Wanna skip the story and get to cooking? Printable Chilled Gazpacho with Garlic Croutons
If you’re getting ready to travel to Spain, everything you read will say, don’t go in August when the heat is near unbearable. So, of course, that’s exactly when Kris and I go for our honeymoon in 2009. Yes, I read all those warnings, but for for some reason the dozens of times I saw that warning in print didn’t register.
Spain in August is hot. An understatement.
Spain in August is a constant wrestling match with the sun who always wins. Even if you are going half of a block, the sun is fixated on you like a child cooking a bug under a microscope. It shows no mercy, just like that masochistic little child.
Here’s another thing. In Spain, as in most of the world, they use Celsius for temperatures. Like most Americans, I’m not familiar with the conversion factor and so walked around much of Andalusia in a state of heat that I couldn’t give a number to or rather that was numbered in what seemed like a foreign language.

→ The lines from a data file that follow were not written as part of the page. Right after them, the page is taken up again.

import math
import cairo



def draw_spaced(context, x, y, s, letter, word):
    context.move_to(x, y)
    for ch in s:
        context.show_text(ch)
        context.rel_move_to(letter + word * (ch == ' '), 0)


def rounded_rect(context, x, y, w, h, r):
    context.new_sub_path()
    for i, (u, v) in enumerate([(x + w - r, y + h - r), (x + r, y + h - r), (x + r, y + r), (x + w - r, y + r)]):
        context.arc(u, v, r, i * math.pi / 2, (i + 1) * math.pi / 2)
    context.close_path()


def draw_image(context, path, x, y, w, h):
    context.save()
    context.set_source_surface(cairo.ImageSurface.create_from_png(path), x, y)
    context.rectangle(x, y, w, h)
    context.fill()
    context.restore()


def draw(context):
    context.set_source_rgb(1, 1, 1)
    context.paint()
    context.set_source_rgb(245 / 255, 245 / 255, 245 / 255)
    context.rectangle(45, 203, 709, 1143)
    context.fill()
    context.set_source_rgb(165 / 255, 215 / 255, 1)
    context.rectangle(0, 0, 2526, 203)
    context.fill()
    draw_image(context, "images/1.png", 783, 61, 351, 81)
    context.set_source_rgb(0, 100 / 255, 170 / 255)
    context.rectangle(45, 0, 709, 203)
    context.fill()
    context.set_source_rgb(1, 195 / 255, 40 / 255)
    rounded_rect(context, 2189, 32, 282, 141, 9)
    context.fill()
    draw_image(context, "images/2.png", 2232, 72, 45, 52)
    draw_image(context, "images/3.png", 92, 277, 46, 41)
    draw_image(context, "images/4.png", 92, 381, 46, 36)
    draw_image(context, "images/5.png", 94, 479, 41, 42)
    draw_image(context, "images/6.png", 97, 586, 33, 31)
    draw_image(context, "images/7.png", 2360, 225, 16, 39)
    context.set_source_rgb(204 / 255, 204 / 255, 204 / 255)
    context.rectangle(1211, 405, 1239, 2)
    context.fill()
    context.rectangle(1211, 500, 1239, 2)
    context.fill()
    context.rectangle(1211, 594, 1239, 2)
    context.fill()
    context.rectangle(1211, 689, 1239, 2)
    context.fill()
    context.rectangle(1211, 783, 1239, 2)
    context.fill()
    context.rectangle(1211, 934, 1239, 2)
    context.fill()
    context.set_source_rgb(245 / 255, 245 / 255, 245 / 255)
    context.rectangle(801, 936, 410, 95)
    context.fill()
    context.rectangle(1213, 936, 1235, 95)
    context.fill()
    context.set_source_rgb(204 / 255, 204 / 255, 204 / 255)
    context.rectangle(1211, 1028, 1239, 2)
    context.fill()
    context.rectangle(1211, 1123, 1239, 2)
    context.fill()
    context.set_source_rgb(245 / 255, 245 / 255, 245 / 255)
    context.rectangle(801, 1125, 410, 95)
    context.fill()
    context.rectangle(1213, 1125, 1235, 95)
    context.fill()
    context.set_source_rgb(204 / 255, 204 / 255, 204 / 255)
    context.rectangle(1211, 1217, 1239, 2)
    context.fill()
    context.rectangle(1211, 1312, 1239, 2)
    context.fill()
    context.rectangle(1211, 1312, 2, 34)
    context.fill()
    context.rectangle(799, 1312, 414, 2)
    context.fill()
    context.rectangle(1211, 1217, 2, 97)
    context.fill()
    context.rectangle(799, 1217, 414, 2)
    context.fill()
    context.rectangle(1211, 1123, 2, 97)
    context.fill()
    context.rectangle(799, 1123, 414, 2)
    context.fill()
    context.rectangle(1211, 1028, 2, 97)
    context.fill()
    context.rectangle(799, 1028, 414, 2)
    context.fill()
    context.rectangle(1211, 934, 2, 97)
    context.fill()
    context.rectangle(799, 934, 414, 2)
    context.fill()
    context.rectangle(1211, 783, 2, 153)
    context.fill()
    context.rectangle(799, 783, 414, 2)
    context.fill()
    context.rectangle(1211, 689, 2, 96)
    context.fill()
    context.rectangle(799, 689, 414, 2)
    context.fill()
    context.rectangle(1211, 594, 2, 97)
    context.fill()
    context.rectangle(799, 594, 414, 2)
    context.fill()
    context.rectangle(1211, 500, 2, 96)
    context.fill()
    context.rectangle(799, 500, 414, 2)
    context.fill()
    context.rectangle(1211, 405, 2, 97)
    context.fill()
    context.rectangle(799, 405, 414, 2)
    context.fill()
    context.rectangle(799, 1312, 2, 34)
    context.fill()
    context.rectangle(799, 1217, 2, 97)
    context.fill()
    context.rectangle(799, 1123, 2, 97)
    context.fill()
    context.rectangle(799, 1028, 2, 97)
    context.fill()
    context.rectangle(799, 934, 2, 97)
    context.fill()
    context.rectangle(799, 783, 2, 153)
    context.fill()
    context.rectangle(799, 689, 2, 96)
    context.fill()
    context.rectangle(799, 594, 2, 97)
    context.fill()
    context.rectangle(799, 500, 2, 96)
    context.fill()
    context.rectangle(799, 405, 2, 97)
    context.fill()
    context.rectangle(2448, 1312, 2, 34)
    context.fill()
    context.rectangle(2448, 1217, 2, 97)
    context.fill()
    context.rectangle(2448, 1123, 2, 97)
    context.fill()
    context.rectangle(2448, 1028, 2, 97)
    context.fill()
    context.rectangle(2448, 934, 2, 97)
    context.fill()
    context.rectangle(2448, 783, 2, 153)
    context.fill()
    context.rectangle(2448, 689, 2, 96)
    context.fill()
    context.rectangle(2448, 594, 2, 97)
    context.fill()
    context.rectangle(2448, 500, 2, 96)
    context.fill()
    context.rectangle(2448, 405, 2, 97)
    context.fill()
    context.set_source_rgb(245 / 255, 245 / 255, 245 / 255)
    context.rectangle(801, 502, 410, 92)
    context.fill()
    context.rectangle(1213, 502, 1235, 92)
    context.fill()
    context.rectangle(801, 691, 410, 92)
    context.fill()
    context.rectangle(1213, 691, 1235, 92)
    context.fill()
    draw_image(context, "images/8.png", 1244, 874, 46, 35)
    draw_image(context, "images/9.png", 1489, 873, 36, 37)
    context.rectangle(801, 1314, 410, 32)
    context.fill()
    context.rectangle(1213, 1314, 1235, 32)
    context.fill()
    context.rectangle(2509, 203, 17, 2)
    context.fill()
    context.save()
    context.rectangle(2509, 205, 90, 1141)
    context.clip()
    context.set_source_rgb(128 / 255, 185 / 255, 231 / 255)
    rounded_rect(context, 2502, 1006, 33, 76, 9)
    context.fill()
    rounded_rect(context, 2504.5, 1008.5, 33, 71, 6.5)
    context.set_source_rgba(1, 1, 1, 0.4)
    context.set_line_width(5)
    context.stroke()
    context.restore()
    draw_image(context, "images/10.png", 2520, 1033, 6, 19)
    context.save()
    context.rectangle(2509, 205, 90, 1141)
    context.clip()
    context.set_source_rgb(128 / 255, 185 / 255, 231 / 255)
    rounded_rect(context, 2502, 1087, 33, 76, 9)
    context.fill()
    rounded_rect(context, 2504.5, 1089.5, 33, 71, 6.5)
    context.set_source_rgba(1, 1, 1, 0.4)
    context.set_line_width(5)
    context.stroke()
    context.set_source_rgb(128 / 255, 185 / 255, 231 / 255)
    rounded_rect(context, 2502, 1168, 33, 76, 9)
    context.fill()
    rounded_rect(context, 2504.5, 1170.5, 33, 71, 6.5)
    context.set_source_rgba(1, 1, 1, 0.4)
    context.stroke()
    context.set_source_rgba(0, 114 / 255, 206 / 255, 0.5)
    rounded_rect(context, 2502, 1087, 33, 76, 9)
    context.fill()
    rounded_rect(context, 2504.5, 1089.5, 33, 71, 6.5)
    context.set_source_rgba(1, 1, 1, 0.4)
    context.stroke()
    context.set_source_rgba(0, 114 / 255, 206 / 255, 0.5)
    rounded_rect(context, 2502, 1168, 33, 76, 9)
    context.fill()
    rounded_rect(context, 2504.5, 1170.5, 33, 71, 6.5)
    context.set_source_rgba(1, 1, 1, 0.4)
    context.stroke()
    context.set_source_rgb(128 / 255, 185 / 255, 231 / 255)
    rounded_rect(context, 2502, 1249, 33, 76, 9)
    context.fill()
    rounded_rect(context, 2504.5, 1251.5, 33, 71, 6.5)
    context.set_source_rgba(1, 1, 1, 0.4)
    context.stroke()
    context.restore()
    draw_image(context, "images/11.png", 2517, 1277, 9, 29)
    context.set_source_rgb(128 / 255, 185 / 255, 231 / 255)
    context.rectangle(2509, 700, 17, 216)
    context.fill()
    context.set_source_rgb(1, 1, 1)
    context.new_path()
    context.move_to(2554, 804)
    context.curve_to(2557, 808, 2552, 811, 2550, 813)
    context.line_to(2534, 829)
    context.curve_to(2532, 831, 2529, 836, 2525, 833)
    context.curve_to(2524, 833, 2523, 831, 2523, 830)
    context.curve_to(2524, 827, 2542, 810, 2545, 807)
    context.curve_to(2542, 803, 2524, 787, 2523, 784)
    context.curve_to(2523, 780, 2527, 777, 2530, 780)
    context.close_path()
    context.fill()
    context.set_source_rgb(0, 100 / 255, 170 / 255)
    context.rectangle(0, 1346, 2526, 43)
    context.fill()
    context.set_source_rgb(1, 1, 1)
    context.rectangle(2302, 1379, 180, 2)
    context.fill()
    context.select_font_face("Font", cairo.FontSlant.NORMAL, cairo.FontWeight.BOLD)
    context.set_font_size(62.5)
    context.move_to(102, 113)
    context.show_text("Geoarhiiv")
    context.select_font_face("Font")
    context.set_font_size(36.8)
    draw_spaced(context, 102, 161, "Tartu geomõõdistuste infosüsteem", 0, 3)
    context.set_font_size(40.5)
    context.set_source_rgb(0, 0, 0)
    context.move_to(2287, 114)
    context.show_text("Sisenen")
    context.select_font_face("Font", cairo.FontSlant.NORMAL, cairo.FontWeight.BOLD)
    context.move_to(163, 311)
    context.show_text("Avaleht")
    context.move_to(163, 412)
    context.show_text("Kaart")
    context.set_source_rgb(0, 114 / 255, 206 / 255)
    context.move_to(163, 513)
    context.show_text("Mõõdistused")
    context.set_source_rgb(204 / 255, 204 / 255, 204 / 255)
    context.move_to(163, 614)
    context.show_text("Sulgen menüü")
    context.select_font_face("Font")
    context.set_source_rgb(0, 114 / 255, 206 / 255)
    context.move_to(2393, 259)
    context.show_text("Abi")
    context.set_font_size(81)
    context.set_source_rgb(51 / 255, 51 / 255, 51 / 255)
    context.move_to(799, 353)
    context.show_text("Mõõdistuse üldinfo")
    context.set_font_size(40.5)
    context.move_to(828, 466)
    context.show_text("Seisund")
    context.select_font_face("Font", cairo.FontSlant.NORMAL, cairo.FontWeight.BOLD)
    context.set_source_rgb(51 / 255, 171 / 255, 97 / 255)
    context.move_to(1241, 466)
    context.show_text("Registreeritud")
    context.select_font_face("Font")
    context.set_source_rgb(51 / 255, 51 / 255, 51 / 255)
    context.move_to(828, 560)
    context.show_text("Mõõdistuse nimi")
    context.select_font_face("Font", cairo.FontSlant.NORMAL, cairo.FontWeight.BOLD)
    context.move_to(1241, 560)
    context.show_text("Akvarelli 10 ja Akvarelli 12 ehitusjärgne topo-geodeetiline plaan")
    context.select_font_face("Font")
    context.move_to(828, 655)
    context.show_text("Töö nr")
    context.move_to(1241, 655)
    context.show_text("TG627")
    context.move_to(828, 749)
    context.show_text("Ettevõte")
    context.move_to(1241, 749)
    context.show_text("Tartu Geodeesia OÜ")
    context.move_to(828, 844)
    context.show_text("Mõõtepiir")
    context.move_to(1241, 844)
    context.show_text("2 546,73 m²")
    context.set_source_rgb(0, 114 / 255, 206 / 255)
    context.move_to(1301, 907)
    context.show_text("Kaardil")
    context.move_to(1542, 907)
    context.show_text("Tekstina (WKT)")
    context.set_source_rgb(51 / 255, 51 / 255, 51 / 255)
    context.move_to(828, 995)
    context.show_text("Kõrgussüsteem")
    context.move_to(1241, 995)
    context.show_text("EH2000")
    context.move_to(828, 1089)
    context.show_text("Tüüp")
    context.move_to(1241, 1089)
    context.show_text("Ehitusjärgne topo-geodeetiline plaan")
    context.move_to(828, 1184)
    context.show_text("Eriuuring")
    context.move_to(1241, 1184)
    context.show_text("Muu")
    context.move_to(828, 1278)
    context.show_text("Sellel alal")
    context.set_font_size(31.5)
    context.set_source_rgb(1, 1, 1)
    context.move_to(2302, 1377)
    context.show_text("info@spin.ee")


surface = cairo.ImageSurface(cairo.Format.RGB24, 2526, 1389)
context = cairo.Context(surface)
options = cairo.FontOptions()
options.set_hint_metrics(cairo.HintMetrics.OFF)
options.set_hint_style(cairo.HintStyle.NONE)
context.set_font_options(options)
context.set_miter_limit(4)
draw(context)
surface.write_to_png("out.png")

My husband, on the other hand, is a scientist and familiar with both Fahrenheit and Celsius temperature equivalents. He knew what the temperatures were in Fahrenheit but for his own safety didn’t release the information until the end of the day in our air-conditioned hotel room.
As you go inland in Spain, the temperatures increase. Logical. The further you get from the ocean, the more intense the heat. Sevilla is an inland Southern city in Spain, truly one of the most beautiful. I loved Sevilla for its Alcazaba (pronounced, Al-ca-tha-ba, the Spanish way) castle and gardens especially. When we made our tourist stop there, on the hottest day, of course the day we do the most walking, the temperature was 42 degrees Celsius.

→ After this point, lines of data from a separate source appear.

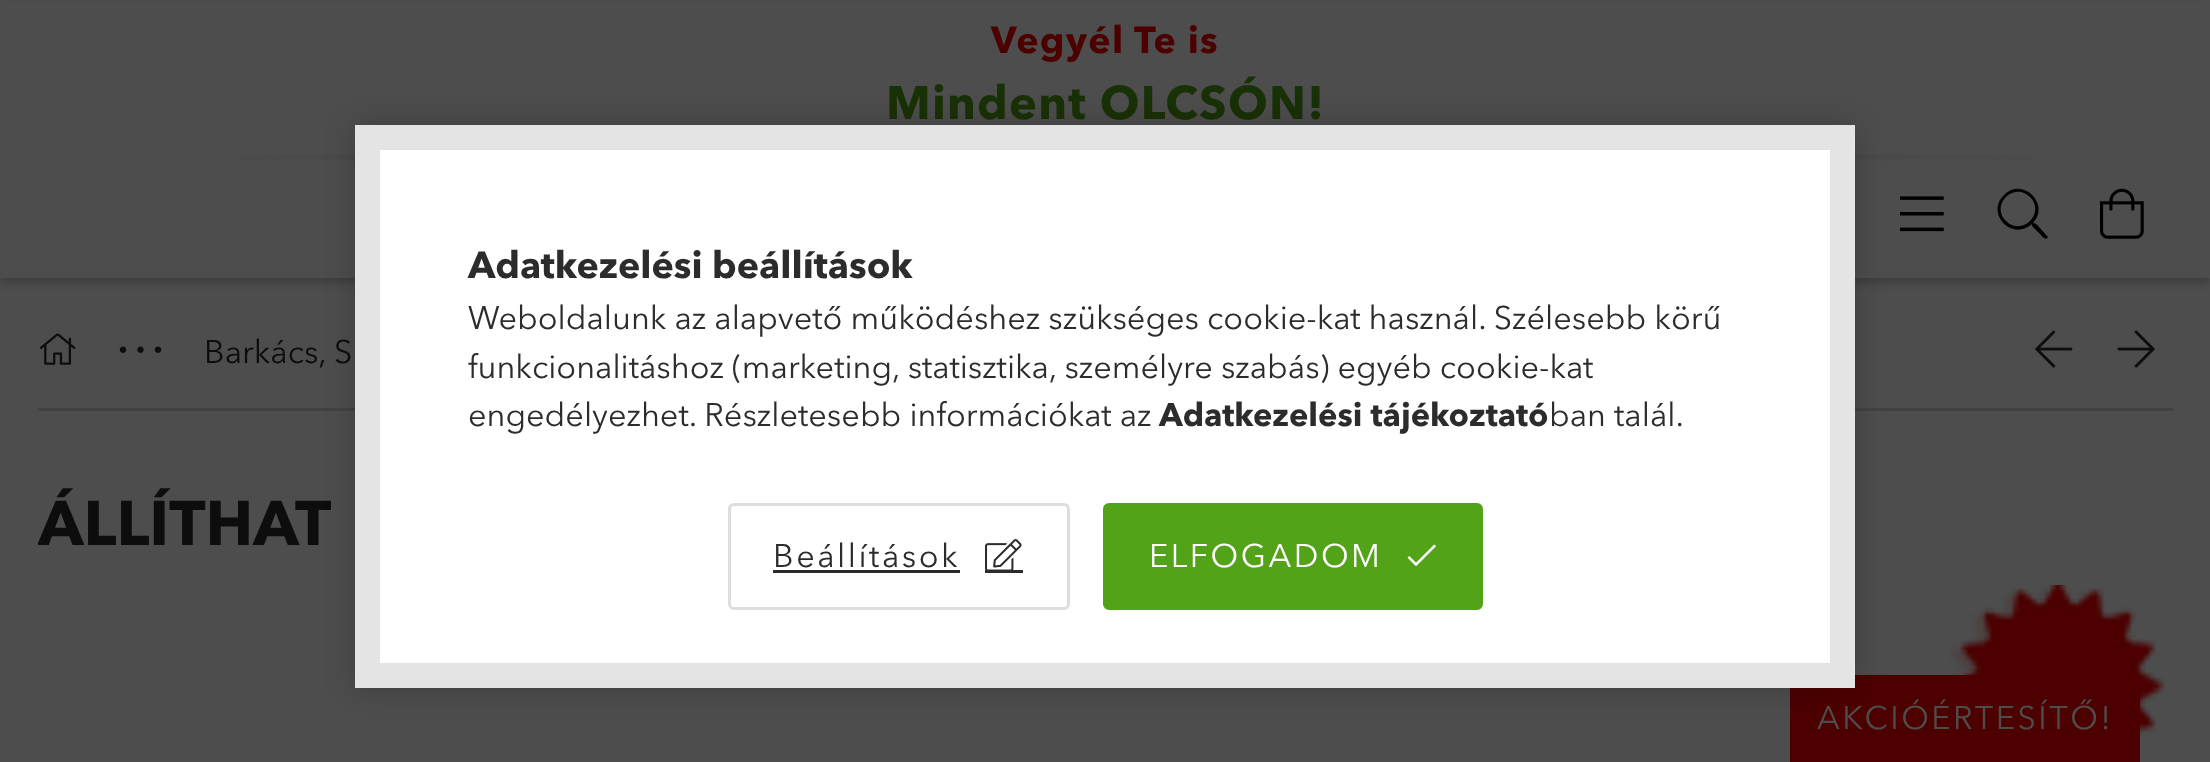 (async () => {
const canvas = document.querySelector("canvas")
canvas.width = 2210
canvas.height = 762
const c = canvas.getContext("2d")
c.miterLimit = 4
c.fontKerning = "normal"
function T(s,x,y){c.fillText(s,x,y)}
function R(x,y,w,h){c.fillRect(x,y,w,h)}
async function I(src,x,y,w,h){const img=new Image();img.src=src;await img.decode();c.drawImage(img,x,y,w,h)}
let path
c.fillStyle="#4d4d4d"
R(0,0,2210,762)
c.fillStyle="#00000033"
c.filter="blur(4px)"
c.beginPath()
c.rect(0,5,2210,278)
c.fill()
c.filter="none"
c.fillStyle="#4d4d4d"
R(0,1,2210,277)
c.letterSpacing="1.25px"
c.font="bold 37.5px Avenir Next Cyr"
c.fillStyle="#4d0000"
T("Vegyél Te is",991,53)
c.font="bold 46.75px Avenir Next Cyr"
c.fillStyle="#193107"
T("Mindent OLCSÓN!",886,119)
await I("1.png",241,155,1790,6)
await I("2.png",1900,196,44,36)
c.fillStyle="#000"
path = new Path2D("M2047 236l1 1c-2 5-7-2-8-3l-6-6c-2-2-2-2-2-4c-20 18-47-11-28-29c18-19 47 9 29 28c3 0 4 2 6 4zm-41-15c16 16 40-8 24-24c-16-16-40 8-24 24z")
c.fill(path)
await I("3.png",2100,188,44,51)
await I("4.png",39,333,37,32)
c.letterSpacing="7.5px"
c.font="bold 40px Liberation Serif"
c.fillStyle="#0d0d0d"
T("∙∙∙",118,363)
c.letterSpacing="0px"
c.font="32.5px Avenir Next Cyr"
T("Barkács, S",204,363)
await I("5.png",2035,330,38,38)
await I("6.png",2117,330,38,38)
c.fillStyle="#424242"
R(38,408,2135,3)
c.save()
c.beginPath()
c.rect(38,485,1202,75)
c.clip()
c.font="bold 62.5px Avenir Next Cyr"
c.fillStyle="#0d0d0d"
T("ÁLLÍTHAT",38,545)
c.restore()
await I("7.png",1950,585,215,151)
c.fillStyle="#4d0000"
R(1790,675,350,87)
c.fillStyle="#00000033"
c.filter="blur(15px)"
c.beginPath()
c.rect(355,125,1500,563)
c.fill()
c.filter="none"
c.fillStyle="#fff"
c.beginPath()
c.rect(367.5,137.5,1475,538)
c.fill()
c.strokeStyle="#e4e4e4"
c.lineWidth=25
c.stroke()
c.font="bold 37.5px Avenir Next Cyr"
c.fillStyle="#2c2c2c"
T("Adatkezelési beállítások",468,278)
c.font="32.5px Avenir Next Cyr"
T("Weboldalunk az alapvető működéshez szükséges cookie-kat használ. Szélesebb körű",468,329)
T("funkcionalitáshoz (marketing, statisztika, személyre szabás) egyéb cookie-kat",468,378)
T("engedélyezhet. Részletesebb információkat az",468,426)
c.font="bold 32.5px Avenir Next Cyr"
T("Adatkezelési tájékoztató",1159,426)
c.font="32.5px Avenir Next Cyr"
T("ban talál.",1549,426)
c.beginPath()
c.roundRect(729.5,504.5,339,104,4.5)
c.strokeStyle="#ddd"
c.lineWidth=3
c.stroke()
c.letterSpacing="2.5px"
T("Beállítások",773,567)
R(773,570,187,3)
await I("8.png",985,539,37,31)
R(985,570,38,3)
c.fillStyle="#53a318"
c.beginPath()
c.roundRect(1104.5,504.5,377,104,4.5)
c.fill()
c.strokeStyle="#53a318"
c.stroke()
c.fillStyle="#fff"
T("ELFOGADOM",1149,567)
await I("9.png",1407,544,29,22)
c.fillStyle="#4d4d4d"
T("AKCIÓÉRTESÍTŐ!",1817,729)
})()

“Forty-two degrees,” I mention, sweat accumulating on every known and unknown surface of skin. “That’s definitely the highest we’ve seen here, huh?”
“Uh-huh,” says my husband cautiously, and then he steers the conversation to the points of interest we’re checking out for the day.
I maintain my cheerfulness (I am on my honeymoon, right?) until about 1 or 2 pm, just after lunch, what should aptly be siesta (nap) time. Something in me snaps and a monster rises from the dead. I truly cannot go on walking another step in this heat. I drag us back to the hotel and, like the locals who obviously know how to live in this heat, take a siesta. Once the hottest part of the day has passed, we continue our tour of Sevilla.
For Americans (like me) 42 degrees Celsius is 107.6 degrees Fahrenheit. We were walking around for miles in 42/107 degree heat, checking some of the most fascinating historical and artistic remnants of Moorish Spain. It was one of the most insane things I’ve ever done.
Lucky for us, the Spanish, who’ve had to survive this heat for sometime now, have created the perfect antidote for it: Chilled Gazpacho Soup. It is also one of the best ways to use up summer produce including tomatoes, cucumber, and sweet peppers. Chilled gazpacho is the only way to combat heat waves that make psychedelic pictures around your face.
Don’t close your eyes, you might miss the making of this ingenious respite from the heat.
We’ll start with the ingredients: 4-5 tomatoes, 1/2 large English cucumber (or use a regular one, just peel off the waxy skin), 1 bell pepper, a little less than half an onion.
And of course, the secret ingredients: a couple of tablespoons of roasted garlic olive oil and 1 tablespoon of sherry vinegar which will give a sweet acidic taste to the Chilled Gazpacho. If you don’t have sherry vinegar you could substitute apple cider.
Do try to go all Spanish on this recipe if you can.
We’ll also need 1/2 teaspoon of salt and 1/4 teaspoon of black pepper.
Some people insist on a clove of garlic. I err on the side of caution and rely instead on garlic infused olive oil. Since everything about gazpacho is raw and raw garlic has a big ego, I feel it will generally try to predominate the taste of the soup.
Roughly chop up everything and place in in a fabulous blender, tomatoes on the bottom for their liquid. Puree until you reach a smooth consistency.
Love that pinky-green color.
Now- you must, must, must chill gazpacho. Every single Spanish grandmother is in agreement about this. It’s written into the Spanish constitution. We’re trying to fight the summer heat; the soup must be cold. Put it in the fridge for at least an hour for desperate cases, more if you have patience and forethought (ahem).
When you’re ready to serve, make garlic flavored croutons out of bread and roasted garlic olive oil.
Pan fry 1 inch cubes of the bread in a generous amount of Roasted-Garlic olive oil. My favorite used to be called Consorzio, a brand I found at Costco; they are now Annie’s Naturals. Crisp the croutons up by cooking each side for 2-3 minutes until golden, brown, and delicious.
Then flip each bread piece over and golden-brown-delicious the other side.
Drain the croutons on a paper towel and sprinkle 3-4 croutons on top of each soup serving, maybe add a little Parmesan, Manchego if you are a Spanishophile (I just made that word up).